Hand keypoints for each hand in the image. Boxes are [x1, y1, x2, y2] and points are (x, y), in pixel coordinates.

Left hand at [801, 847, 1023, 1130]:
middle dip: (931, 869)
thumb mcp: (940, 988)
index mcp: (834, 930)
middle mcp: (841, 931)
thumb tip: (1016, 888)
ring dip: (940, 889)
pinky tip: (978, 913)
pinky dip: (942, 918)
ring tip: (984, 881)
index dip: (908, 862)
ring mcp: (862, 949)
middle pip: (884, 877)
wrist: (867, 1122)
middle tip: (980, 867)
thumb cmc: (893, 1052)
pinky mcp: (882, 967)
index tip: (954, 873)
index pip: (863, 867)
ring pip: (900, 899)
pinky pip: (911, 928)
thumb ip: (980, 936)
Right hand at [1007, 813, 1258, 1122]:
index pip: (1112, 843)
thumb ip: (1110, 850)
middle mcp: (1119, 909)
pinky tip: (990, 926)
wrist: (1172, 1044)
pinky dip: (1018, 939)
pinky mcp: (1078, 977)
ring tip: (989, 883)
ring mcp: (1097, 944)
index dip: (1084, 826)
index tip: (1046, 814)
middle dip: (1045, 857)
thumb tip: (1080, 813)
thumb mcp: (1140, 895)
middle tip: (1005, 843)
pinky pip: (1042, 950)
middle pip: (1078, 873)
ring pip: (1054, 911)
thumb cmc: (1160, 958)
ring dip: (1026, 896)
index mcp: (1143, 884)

****************************************

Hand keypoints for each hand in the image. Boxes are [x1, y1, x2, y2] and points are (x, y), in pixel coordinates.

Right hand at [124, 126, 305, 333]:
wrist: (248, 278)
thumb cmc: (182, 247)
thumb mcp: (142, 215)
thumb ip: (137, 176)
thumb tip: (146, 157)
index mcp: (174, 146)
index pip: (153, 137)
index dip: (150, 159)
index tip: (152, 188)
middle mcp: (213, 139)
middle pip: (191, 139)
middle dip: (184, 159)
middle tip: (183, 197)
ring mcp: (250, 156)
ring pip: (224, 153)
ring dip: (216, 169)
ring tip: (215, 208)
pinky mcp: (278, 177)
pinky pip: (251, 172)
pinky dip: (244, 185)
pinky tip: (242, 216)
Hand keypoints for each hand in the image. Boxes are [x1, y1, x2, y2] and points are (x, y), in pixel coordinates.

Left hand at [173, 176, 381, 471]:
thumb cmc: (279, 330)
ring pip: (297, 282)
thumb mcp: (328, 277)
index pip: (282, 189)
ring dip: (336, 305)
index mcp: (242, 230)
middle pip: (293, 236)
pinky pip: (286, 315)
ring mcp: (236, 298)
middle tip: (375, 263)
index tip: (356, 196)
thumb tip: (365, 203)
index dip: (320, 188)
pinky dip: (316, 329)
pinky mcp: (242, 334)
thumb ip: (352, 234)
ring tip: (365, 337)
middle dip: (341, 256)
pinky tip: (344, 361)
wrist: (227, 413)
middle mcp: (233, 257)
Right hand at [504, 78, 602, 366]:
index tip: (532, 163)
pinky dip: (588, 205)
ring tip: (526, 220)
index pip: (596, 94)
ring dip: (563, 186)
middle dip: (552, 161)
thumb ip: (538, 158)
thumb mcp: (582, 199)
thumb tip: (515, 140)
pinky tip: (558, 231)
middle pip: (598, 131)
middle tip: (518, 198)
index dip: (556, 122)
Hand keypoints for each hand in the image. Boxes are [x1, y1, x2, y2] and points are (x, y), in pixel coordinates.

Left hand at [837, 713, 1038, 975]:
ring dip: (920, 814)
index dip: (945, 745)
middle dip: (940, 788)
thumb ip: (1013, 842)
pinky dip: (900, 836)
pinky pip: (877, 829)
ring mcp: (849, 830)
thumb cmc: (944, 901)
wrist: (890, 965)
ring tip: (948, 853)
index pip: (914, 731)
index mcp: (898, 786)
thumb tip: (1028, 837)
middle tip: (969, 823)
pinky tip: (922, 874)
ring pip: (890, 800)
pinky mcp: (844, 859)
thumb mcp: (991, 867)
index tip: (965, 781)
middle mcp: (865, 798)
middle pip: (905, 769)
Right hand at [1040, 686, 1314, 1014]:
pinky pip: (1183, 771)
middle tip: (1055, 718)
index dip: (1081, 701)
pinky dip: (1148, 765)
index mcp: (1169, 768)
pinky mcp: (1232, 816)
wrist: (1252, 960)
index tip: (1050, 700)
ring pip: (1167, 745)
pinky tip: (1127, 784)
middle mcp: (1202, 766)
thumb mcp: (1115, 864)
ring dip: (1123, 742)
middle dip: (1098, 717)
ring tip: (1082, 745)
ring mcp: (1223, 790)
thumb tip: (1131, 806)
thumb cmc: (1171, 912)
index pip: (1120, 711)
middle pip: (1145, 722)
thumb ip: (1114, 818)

****************************************

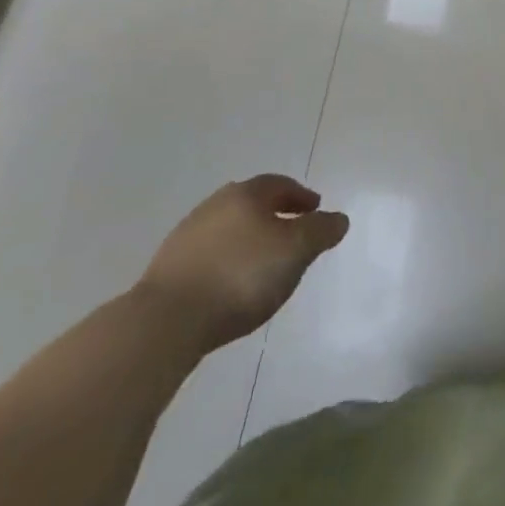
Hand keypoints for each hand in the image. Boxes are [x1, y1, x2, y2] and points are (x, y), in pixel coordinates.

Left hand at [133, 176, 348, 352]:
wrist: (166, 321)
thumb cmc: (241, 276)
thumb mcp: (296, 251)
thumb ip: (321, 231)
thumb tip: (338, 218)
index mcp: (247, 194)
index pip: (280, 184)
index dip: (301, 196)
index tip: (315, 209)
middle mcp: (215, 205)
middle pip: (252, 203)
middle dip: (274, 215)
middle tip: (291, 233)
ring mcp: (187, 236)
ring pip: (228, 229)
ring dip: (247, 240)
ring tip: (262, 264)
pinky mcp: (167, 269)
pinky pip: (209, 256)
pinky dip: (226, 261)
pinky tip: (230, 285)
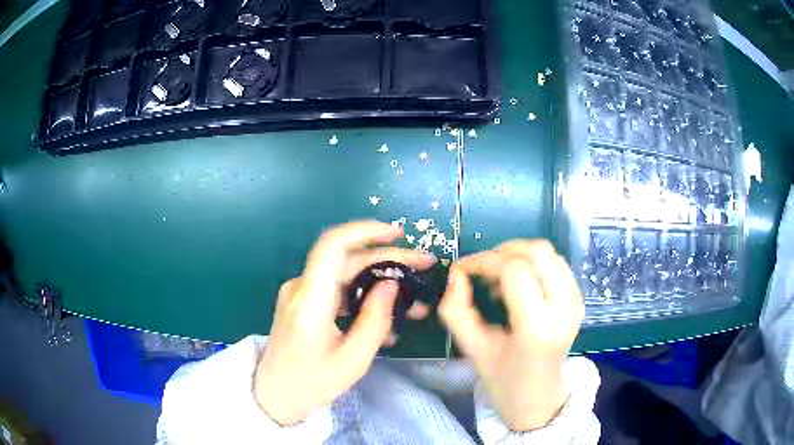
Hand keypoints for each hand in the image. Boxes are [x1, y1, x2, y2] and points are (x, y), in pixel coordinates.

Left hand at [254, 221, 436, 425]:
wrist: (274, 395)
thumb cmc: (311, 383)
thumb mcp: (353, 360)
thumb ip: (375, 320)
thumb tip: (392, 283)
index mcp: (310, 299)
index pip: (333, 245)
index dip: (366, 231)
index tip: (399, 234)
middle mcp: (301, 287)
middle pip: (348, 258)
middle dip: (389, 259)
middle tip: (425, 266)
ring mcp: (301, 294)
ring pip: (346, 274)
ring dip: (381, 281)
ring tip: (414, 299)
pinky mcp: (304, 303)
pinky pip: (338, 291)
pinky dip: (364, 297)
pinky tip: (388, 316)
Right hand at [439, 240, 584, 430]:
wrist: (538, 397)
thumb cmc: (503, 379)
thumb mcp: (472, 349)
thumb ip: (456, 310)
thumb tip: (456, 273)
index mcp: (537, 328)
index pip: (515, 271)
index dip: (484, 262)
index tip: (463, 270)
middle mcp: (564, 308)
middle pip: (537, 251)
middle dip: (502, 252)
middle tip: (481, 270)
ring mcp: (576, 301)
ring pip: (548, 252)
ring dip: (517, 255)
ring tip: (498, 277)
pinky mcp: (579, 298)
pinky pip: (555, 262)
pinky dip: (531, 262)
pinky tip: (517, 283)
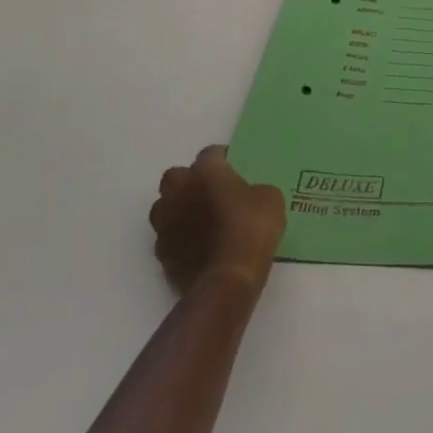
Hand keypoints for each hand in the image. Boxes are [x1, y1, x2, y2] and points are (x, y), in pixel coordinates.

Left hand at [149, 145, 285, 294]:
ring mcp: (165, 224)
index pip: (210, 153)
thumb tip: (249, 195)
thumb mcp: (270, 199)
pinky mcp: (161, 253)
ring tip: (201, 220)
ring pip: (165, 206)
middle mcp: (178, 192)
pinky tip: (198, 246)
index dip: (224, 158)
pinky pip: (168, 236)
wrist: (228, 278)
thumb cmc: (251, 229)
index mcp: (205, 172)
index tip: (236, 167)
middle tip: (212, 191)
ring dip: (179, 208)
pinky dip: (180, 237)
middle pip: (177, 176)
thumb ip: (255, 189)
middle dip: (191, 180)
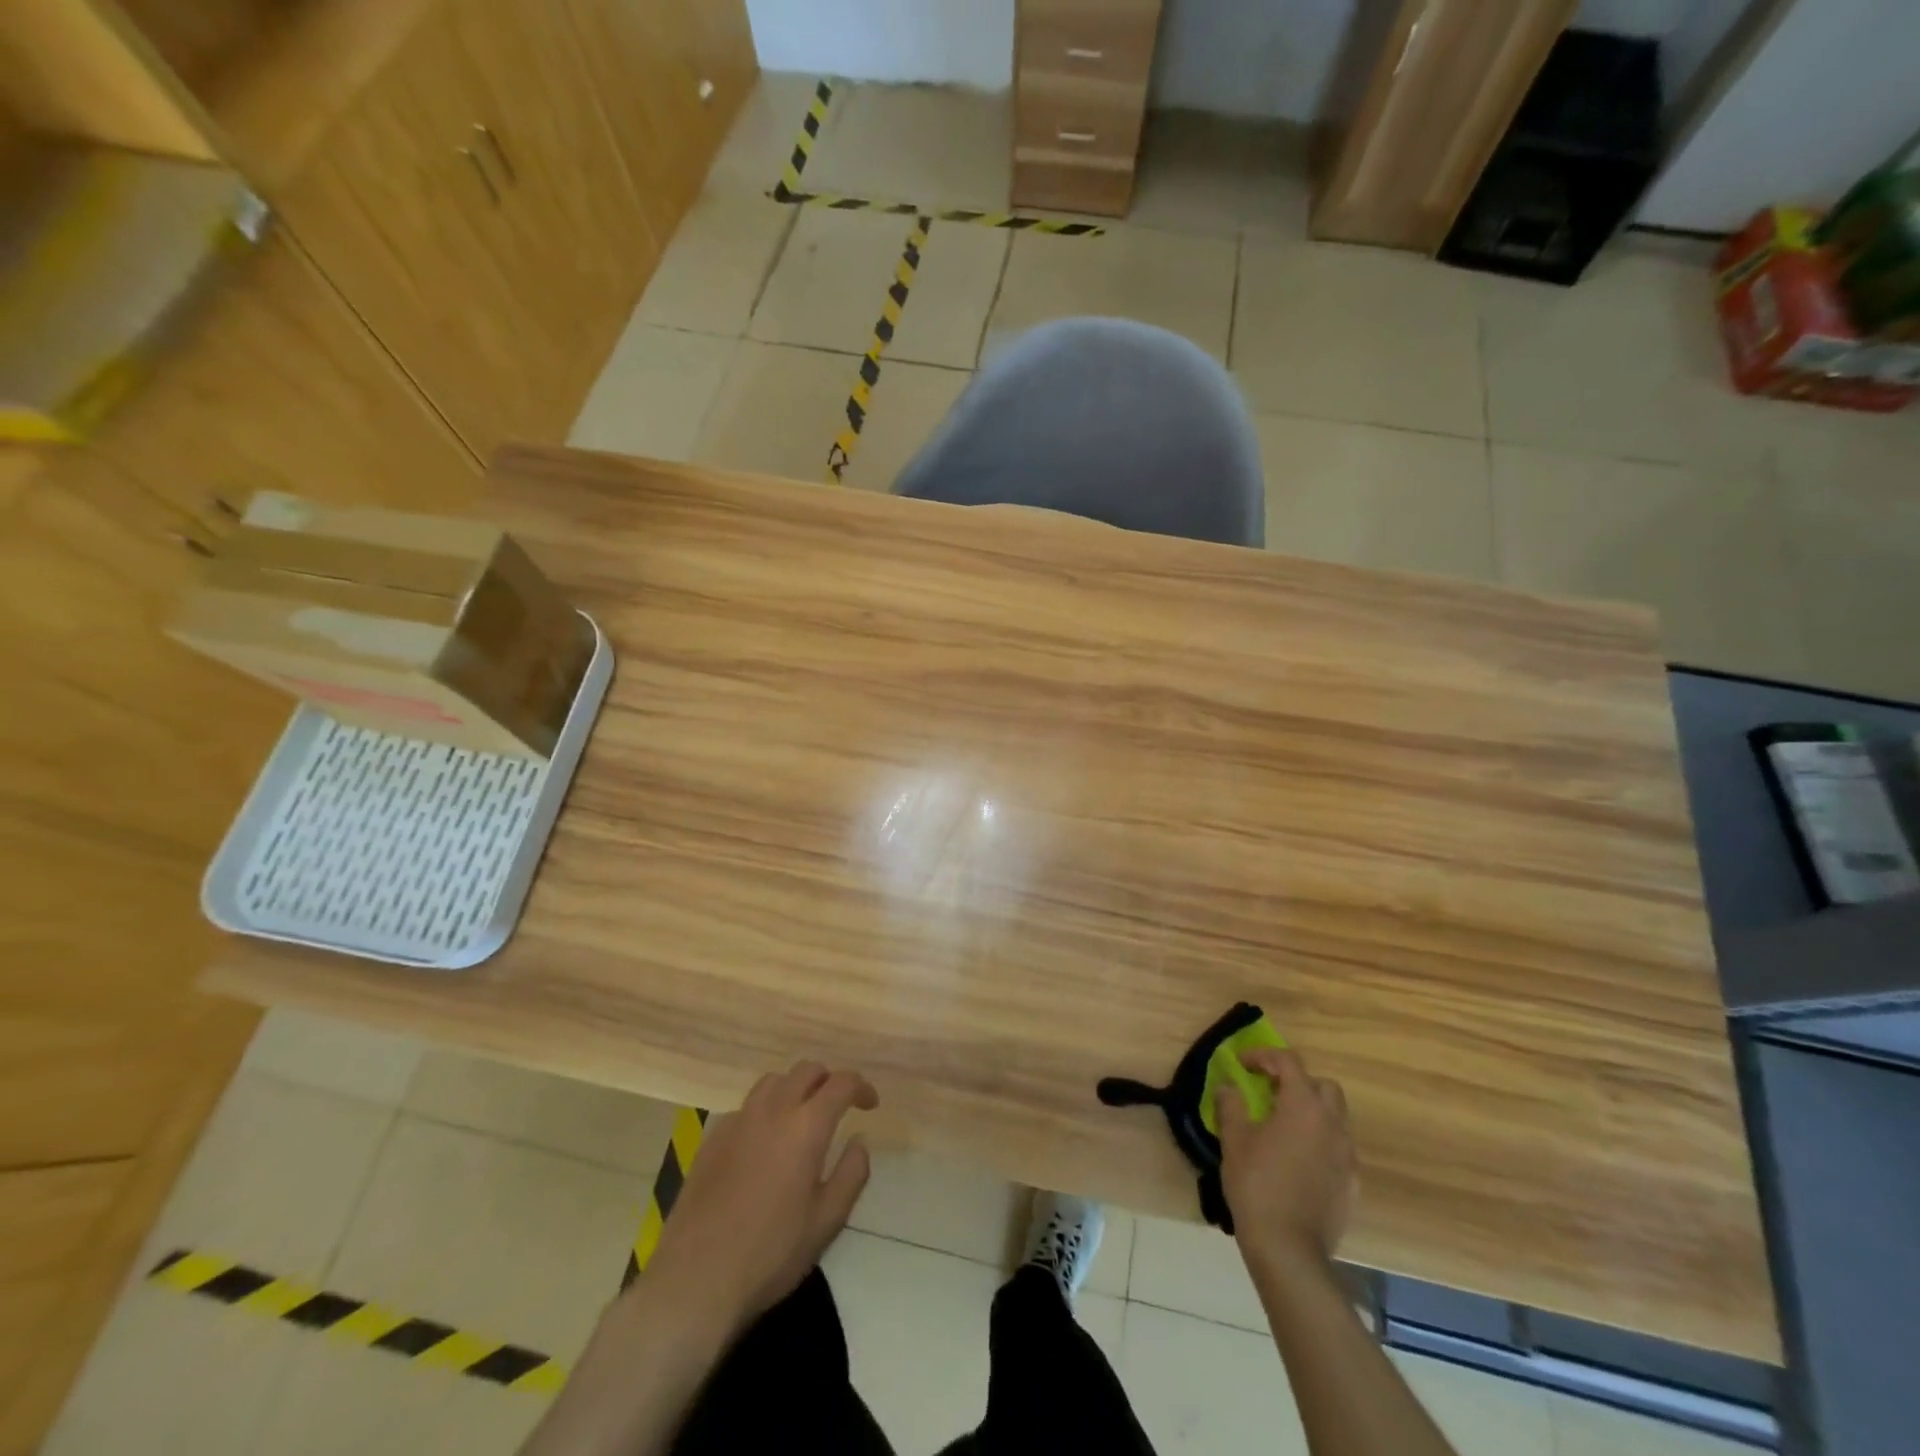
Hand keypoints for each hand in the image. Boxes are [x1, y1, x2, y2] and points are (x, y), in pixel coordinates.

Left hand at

****************************************

* _Exercise requirements_
Within the material above, extract exactly the lines that start at the line containing "ring mcp: (1097, 944)" and stop after the line containing "index mcp: (1143, 884)", and only those.

* _Result for this exercise_
ring mcp: (1097, 944)
index dip: (1084, 826)
index tip: (1046, 814)
middle dip: (1045, 857)
thumb tip: (1080, 813)
thumb mcp: (1140, 895)
middle tip: (1005, 843)
pinky pip: (1042, 950)
middle pip: (1078, 873)
ring pip: (1054, 911)
thumb cmc: (1160, 958)
ring dip: (1026, 896)
index mcp: (1143, 884)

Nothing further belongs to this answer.